-- Exercise data follows --

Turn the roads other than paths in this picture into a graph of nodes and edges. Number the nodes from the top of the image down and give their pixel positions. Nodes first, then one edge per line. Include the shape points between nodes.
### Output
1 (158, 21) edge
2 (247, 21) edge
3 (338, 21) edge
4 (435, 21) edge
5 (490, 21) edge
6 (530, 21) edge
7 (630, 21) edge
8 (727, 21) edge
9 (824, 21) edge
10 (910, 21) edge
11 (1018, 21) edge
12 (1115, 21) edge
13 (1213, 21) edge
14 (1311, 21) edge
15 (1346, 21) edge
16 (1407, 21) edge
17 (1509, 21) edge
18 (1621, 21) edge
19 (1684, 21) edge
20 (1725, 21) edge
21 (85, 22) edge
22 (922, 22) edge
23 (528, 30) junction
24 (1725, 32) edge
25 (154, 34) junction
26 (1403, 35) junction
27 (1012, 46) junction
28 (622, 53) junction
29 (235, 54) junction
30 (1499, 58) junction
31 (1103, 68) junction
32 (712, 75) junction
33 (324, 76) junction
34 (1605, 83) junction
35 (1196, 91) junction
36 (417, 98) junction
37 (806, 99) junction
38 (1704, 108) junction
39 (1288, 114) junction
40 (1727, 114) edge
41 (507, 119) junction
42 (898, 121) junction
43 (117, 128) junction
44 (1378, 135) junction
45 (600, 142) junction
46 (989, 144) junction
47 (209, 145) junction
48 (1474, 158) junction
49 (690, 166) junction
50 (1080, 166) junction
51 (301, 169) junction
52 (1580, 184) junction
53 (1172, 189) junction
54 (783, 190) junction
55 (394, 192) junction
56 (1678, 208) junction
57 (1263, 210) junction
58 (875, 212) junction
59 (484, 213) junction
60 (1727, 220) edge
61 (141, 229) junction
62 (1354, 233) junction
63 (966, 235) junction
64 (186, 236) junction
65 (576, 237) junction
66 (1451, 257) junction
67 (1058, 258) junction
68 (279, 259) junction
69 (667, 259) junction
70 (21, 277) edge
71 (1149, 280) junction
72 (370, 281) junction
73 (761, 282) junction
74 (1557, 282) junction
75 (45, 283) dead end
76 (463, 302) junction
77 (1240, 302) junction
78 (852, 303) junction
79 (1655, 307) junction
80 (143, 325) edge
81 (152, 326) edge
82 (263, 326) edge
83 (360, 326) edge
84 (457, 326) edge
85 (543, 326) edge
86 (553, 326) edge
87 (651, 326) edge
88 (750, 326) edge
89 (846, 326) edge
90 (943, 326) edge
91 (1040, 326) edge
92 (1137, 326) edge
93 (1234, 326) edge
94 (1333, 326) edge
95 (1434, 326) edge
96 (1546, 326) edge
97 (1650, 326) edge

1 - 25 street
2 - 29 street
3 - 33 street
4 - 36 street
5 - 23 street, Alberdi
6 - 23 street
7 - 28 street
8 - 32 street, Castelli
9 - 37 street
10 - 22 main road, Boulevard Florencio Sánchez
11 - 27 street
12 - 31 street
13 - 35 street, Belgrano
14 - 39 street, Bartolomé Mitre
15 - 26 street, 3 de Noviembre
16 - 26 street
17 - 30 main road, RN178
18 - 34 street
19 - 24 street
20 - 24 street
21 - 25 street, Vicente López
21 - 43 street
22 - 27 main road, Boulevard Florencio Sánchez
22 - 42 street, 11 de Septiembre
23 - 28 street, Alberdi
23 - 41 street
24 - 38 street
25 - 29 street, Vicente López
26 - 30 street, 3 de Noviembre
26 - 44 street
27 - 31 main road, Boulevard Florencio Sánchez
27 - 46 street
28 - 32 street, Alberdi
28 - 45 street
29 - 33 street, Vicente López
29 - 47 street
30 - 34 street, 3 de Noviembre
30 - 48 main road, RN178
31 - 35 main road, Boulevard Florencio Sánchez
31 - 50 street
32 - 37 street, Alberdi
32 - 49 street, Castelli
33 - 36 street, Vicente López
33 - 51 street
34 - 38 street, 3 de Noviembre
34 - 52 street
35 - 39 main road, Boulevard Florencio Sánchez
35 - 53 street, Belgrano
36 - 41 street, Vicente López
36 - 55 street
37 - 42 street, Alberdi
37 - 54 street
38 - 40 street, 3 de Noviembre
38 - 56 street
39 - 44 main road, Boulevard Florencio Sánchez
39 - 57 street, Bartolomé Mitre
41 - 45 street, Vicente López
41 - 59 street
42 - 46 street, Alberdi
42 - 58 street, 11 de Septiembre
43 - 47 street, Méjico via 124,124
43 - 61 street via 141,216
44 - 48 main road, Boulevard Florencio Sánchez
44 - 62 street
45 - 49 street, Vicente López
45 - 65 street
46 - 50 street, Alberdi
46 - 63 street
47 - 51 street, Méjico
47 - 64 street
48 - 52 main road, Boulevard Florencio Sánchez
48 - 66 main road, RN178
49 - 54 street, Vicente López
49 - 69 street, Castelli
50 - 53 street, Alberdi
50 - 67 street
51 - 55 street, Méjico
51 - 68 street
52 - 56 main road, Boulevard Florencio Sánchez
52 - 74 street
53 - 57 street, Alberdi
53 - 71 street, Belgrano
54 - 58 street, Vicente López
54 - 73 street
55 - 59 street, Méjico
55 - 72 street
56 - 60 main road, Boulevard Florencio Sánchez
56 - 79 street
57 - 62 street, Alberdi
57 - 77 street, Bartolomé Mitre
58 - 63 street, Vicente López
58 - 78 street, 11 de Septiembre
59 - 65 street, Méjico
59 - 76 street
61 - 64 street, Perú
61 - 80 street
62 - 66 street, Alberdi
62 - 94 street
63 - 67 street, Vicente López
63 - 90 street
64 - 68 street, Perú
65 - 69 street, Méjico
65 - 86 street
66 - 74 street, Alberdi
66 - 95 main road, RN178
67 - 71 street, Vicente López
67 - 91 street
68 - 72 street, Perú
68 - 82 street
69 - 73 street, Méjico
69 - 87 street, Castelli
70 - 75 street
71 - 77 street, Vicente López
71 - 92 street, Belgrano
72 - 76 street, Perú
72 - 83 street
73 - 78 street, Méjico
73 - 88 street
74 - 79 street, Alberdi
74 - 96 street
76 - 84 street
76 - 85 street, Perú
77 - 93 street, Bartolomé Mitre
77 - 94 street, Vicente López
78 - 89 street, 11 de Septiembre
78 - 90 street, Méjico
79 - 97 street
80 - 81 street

-- Exercise data concluded --

» What is expected
Output every entry exactly.

» Result for this task
Turn the roads other than paths in this picture into a graph of nodes and edges. Number the nodes from the top of the image down and give their pixel positions. Nodes first, then one edge per line. Include the shape points between nodes.
### Output
1 (158, 21) edge
2 (247, 21) edge
3 (338, 21) edge
4 (435, 21) edge
5 (490, 21) edge
6 (530, 21) edge
7 (630, 21) edge
8 (727, 21) edge
9 (824, 21) edge
10 (910, 21) edge
11 (1018, 21) edge
12 (1115, 21) edge
13 (1213, 21) edge
14 (1311, 21) edge
15 (1346, 21) edge
16 (1407, 21) edge
17 (1509, 21) edge
18 (1621, 21) edge
19 (1684, 21) edge
20 (1725, 21) edge
21 (85, 22) edge
22 (922, 22) edge
23 (528, 30) junction
24 (1725, 32) edge
25 (154, 34) junction
26 (1403, 35) junction
27 (1012, 46) junction
28 (622, 53) junction
29 (235, 54) junction
30 (1499, 58) junction
31 (1103, 68) junction
32 (712, 75) junction
33 (324, 76) junction
34 (1605, 83) junction
35 (1196, 91) junction
36 (417, 98) junction
37 (806, 99) junction
38 (1704, 108) junction
39 (1288, 114) junction
40 (1727, 114) edge
41 (507, 119) junction
42 (898, 121) junction
43 (117, 128) junction
44 (1378, 135) junction
45 (600, 142) junction
46 (989, 144) junction
47 (209, 145) junction
48 (1474, 158) junction
49 (690, 166) junction
50 (1080, 166) junction
51 (301, 169) junction
52 (1580, 184) junction
53 (1172, 189) junction
54 (783, 190) junction
55 (394, 192) junction
56 (1678, 208) junction
57 (1263, 210) junction
58 (875, 212) junction
59 (484, 213) junction
60 (1727, 220) edge
61 (141, 229) junction
62 (1354, 233) junction
63 (966, 235) junction
64 (186, 236) junction
65 (576, 237) junction
66 (1451, 257) junction
67 (1058, 258) junction
68 (279, 259) junction
69 (667, 259) junction
70 (21, 277) edge
71 (1149, 280) junction
72 (370, 281) junction
73 (761, 282) junction
74 (1557, 282) junction
75 (45, 283) dead end
76 (463, 302) junction
77 (1240, 302) junction
78 (852, 303) junction
79 (1655, 307) junction
80 (143, 325) edge
81 (152, 326) edge
82 (263, 326) edge
83 (360, 326) edge
84 (457, 326) edge
85 (543, 326) edge
86 (553, 326) edge
87 (651, 326) edge
88 (750, 326) edge
89 (846, 326) edge
90 (943, 326) edge
91 (1040, 326) edge
92 (1137, 326) edge
93 (1234, 326) edge
94 (1333, 326) edge
95 (1434, 326) edge
96 (1546, 326) edge
97 (1650, 326) edge

1 - 25 street
2 - 29 street
3 - 33 street
4 - 36 street
5 - 23 street, Alberdi
6 - 23 street
7 - 28 street
8 - 32 street, Castelli
9 - 37 street
10 - 22 main road, Boulevard Florencio Sánchez
11 - 27 street
12 - 31 street
13 - 35 street, Belgrano
14 - 39 street, Bartolomé Mitre
15 - 26 street, 3 de Noviembre
16 - 26 street
17 - 30 main road, RN178
18 - 34 street
19 - 24 street
20 - 24 street
21 - 25 street, Vicente López
21 - 43 street
22 - 27 main road, Boulevard Florencio Sánchez
22 - 42 street, 11 de Septiembre
23 - 28 street, Alberdi
23 - 41 street
24 - 38 street
25 - 29 street, Vicente López
26 - 30 street, 3 de Noviembre
26 - 44 street
27 - 31 main road, Boulevard Florencio Sánchez
27 - 46 street
28 - 32 street, Alberdi
28 - 45 street
29 - 33 street, Vicente López
29 - 47 street
30 - 34 street, 3 de Noviembre
30 - 48 main road, RN178
31 - 35 main road, Boulevard Florencio Sánchez
31 - 50 street
32 - 37 street, Alberdi
32 - 49 street, Castelli
33 - 36 street, Vicente López
33 - 51 street
34 - 38 street, 3 de Noviembre
34 - 52 street
35 - 39 main road, Boulevard Florencio Sánchez
35 - 53 street, Belgrano
36 - 41 street, Vicente López
36 - 55 street
37 - 42 street, Alberdi
37 - 54 street
38 - 40 street, 3 de Noviembre
38 - 56 street
39 - 44 main road, Boulevard Florencio Sánchez
39 - 57 street, Bartolomé Mitre
41 - 45 street, Vicente López
41 - 59 street
42 - 46 street, Alberdi
42 - 58 street, 11 de Septiembre
43 - 47 street, Méjico via 124,124
43 - 61 street via 141,216
44 - 48 main road, Boulevard Florencio Sánchez
44 - 62 street
45 - 49 street, Vicente López
45 - 65 street
46 - 50 street, Alberdi
46 - 63 street
47 - 51 street, Méjico
47 - 64 street
48 - 52 main road, Boulevard Florencio Sánchez
48 - 66 main road, RN178
49 - 54 street, Vicente López
49 - 69 street, Castelli
50 - 53 street, Alberdi
50 - 67 street
51 - 55 street, Méjico
51 - 68 street
52 - 56 main road, Boulevard Florencio Sánchez
52 - 74 street
53 - 57 street, Alberdi
53 - 71 street, Belgrano
54 - 58 street, Vicente López
54 - 73 street
55 - 59 street, Méjico
55 - 72 street
56 - 60 main road, Boulevard Florencio Sánchez
56 - 79 street
57 - 62 street, Alberdi
57 - 77 street, Bartolomé Mitre
58 - 63 street, Vicente López
58 - 78 street, 11 de Septiembre
59 - 65 street, Méjico
59 - 76 street
61 - 64 street, Perú
61 - 80 street
62 - 66 street, Alberdi
62 - 94 street
63 - 67 street, Vicente López
63 - 90 street
64 - 68 street, Perú
65 - 69 street, Méjico
65 - 86 street
66 - 74 street, Alberdi
66 - 95 main road, RN178
67 - 71 street, Vicente López
67 - 91 street
68 - 72 street, Perú
68 - 82 street
69 - 73 street, Méjico
69 - 87 street, Castelli
70 - 75 street
71 - 77 street, Vicente López
71 - 92 street, Belgrano
72 - 76 street, Perú
72 - 83 street
73 - 78 street, Méjico
73 - 88 street
74 - 79 street, Alberdi
74 - 96 street
76 - 84 street
76 - 85 street, Perú
77 - 93 street, Bartolomé Mitre
77 - 94 street, Vicente López
78 - 89 street, 11 de Septiembre
78 - 90 street, Méjico
79 - 97 street
80 - 81 street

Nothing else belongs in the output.